I didn't have performance numbers so far, in fact I even didn't find a suitable
benchmark tool to show the gain numbers. IMHO the performance gain comes from
two aspects: the efficient use of TLB entries and the depth of page table walk
when TLB missing. IOW, the performance benchmark tool used to demonstrate the
optimization of arm64 block and cont support can be used here too. Would you
please give some clues?

> 
> (There are other reasons why we may need to map the linear region down
> to pages unconditionally in the future, so it would be good to have
> some solid numbers about the potential impact of doing so)
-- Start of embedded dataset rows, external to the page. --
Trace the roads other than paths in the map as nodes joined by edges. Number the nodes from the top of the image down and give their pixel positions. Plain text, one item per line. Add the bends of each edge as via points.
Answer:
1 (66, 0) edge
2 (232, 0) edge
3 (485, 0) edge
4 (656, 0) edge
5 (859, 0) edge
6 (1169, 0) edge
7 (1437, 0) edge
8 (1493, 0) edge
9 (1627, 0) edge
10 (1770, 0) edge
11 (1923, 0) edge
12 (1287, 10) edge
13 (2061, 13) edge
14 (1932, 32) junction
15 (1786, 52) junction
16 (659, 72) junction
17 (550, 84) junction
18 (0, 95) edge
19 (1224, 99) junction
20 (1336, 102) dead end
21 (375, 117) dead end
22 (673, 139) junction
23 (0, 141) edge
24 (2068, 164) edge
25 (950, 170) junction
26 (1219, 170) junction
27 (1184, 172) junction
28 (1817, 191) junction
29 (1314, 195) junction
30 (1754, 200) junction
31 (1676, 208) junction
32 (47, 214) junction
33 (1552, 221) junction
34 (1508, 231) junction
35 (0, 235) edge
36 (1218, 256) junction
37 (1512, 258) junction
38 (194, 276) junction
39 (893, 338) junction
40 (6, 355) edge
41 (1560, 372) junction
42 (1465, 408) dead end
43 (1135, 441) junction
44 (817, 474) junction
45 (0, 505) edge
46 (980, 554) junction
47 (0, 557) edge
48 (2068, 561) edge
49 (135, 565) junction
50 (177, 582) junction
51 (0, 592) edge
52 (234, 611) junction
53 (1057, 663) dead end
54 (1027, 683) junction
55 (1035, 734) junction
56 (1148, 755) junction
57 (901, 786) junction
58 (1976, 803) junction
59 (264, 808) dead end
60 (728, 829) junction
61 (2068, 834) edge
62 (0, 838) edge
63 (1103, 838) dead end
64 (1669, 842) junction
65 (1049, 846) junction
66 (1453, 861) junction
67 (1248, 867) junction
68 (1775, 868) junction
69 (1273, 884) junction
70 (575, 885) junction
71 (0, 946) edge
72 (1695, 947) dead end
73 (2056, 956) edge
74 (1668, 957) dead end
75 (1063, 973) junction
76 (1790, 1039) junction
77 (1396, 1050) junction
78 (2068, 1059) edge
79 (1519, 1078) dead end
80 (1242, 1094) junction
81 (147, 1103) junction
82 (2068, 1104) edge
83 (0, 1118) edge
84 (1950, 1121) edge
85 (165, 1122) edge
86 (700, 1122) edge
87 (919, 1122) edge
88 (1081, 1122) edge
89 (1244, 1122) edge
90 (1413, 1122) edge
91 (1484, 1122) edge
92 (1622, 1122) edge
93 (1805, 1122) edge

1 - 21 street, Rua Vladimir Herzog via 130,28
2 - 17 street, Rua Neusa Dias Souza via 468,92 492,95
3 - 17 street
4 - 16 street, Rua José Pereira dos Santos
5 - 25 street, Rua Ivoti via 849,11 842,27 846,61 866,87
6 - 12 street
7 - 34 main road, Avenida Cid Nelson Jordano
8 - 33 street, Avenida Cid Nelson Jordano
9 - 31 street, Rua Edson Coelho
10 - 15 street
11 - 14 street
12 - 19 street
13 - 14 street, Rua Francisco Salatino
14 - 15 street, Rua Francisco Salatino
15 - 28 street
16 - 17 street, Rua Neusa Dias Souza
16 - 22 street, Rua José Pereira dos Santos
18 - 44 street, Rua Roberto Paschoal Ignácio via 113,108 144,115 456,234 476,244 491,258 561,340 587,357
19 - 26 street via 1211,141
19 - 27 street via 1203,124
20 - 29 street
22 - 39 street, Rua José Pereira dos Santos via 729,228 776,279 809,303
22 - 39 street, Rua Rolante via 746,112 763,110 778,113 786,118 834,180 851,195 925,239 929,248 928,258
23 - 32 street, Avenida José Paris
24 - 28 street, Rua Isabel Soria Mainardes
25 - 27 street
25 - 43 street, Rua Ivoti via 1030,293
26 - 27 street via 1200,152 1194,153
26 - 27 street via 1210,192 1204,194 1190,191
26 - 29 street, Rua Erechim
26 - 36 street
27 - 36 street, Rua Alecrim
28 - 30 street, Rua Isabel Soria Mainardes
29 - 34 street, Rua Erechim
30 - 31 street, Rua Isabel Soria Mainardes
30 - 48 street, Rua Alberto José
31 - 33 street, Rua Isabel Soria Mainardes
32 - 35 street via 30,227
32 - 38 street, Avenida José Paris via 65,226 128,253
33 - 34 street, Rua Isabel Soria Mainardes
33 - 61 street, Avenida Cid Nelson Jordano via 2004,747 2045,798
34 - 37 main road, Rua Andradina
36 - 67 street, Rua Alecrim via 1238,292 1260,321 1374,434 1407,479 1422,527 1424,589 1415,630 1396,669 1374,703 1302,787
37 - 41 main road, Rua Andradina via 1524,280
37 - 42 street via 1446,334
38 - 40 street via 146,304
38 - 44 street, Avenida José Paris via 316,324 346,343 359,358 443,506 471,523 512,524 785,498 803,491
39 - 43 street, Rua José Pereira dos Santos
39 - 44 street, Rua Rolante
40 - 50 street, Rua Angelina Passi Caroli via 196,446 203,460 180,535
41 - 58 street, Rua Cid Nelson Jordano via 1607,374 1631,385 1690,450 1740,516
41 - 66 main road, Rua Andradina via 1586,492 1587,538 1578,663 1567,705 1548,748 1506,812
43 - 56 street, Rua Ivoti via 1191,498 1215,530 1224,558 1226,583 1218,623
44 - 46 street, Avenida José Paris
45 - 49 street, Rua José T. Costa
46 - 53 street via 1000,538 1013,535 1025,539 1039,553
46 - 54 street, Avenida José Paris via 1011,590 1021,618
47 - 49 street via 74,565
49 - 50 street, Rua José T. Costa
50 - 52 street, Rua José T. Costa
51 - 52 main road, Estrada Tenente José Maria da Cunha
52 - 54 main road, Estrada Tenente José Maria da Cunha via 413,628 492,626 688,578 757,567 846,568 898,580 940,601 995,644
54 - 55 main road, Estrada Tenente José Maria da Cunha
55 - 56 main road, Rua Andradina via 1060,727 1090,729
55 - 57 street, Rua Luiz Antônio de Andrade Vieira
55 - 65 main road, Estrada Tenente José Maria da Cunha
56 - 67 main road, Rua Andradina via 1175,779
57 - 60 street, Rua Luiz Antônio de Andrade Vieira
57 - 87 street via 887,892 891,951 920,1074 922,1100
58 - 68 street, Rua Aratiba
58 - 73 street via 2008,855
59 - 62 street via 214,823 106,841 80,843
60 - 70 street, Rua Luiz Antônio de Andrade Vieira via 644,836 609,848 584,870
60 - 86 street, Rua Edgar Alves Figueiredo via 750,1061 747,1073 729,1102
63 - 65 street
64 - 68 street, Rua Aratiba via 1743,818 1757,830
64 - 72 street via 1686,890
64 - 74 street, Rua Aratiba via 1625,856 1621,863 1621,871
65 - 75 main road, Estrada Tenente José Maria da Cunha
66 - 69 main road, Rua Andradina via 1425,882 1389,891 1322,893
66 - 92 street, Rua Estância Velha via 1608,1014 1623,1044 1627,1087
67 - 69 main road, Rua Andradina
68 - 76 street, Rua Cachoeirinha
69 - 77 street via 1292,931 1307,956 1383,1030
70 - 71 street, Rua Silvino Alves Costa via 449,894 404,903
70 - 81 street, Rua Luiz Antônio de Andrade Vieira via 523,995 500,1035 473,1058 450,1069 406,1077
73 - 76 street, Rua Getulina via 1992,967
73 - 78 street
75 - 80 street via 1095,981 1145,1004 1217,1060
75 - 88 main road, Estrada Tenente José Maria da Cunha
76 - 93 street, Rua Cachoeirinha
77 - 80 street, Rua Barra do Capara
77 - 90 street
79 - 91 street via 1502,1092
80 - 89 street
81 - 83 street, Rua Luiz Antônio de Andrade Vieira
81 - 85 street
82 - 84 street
I suppose this feature is similar as RODATA_FULL which can be disabled if
not used. Take the RODATA_FULL for example, it can be disabled if all
modules/drivers are builtin, there's no secure side affect too.

This series tries to keep block mappings or contiguous hints as much as
possible. In fact, as for KFENCE, it's achievable.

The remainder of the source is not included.